I completely disagree. In my view, the Confederacy went to war not in defense of human bondage but to form an independent country, while the Union fought to force people to remain part of the United States against their will. I consider the Union’s cause to be vile and the Confederate cause to be honorable and correct. The majority of people in the U.S. probably don’t share my views, and I don’t expect them to. What constitutes unworthy and indecent behavior is in the eye of the beholder.

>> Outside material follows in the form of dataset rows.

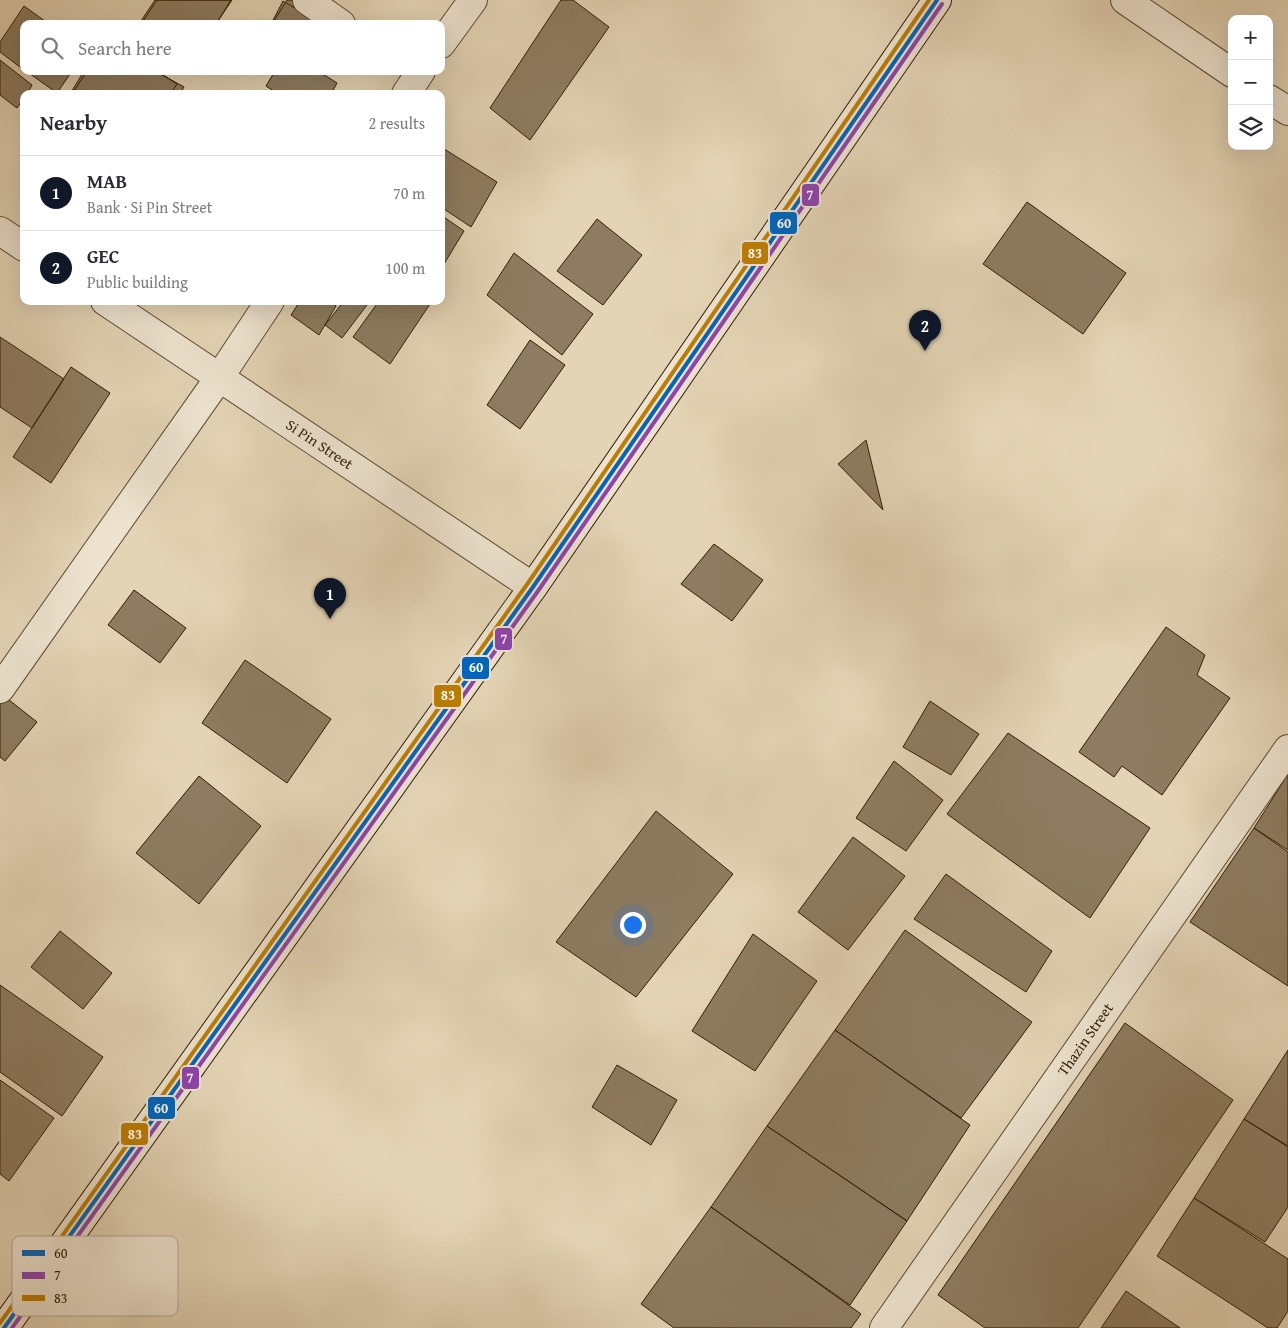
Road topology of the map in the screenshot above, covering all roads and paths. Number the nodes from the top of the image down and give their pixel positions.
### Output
1 (307, 0) edge
2 (473, 0) edge
3 (937, 0) edge
4 (1124, 0) edge
5 (335, 20) edge
6 (445, 38) edge
7 (1228, 70) edge
8 (1273, 101) edge
9 (1288, 111) edge
10 (0, 231) edge
11 (20, 244) edge
12 (111, 305) edge
13 (267, 305) edge
14 (219, 378) junction
15 (533, 587) junction
16 (1, 686) edge
17 (1288, 749) edge
18 (70, 1236) edge
19 (13, 1316) edge
20 (4, 1328) edge
21 (884, 1328) edge

1 - 5 street
2 - 6 street
3 - 15 street
4 - 7 street
8 - 9 street
10 - 11 street
12 - 14 street, Si Pin Street
13 - 14 street
14 - 15 street, Si Pin Street
14 - 16 street
15 - 18 street
17 - 21 street, Thazin Street
19 - 20 street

That is why decisions about which historical figures to honor should not be made through the democratic process. To make decisions this way is to treat the views of the majority (or the group that happens to hold the most influence over the political process) as more important than those of the minority. This is wrong. Just as the majority should not get to take away the rights of a minority, the majority should not get to deprive a minority of the statues and monuments they love and cherish. There are all sorts of different views about which actions are honorable and which are not, and therefore which people from history are worthy of admiration and which people are not. The government should not take a position one way or another on this issue, because to do so would be to discriminate against those who hold other views. The only thing that is fair and inclusive towards everyone is to have a wide variety of statues representing a wide variety of historical figures. That means that all statues that currently exist should stay exactly where they are. Any statues that have been destroyed by vandals should be repaired and restored, and any statues that have been removed should be put back. If it is determined that the existing collection of statues is lacking in racial, gender, or some other sort of diversity, then the solution is to add statues from underrepresented groups, not to remove existing ones.
“History’s verdict is not immutable, and society is entitled to change its mind about whom to celebrate,” Jacoby writes. But society as a whole is never going to agree on whom to celebrate. There are always going to be people (such as myself) who do not share the views of the majority, and it is not fair to us to give the majority the power to determine which statues are allowed to remain standing and which are not. I don’t think statues of Lincoln or Union generals should be taken down, even though I don’t think it was right of them to forcibly make the South remain part of the United States. By the same principle, those who believe the Confederacy fought for dishonorable reasons have no right to demand that monuments to Jefferson Davis, Robert E. Lee, or Stonewall Jackson be taken down.
So no, not even people following the democratic process and acting through their government have the right to remove statues. All statues and monuments should stay. All of them.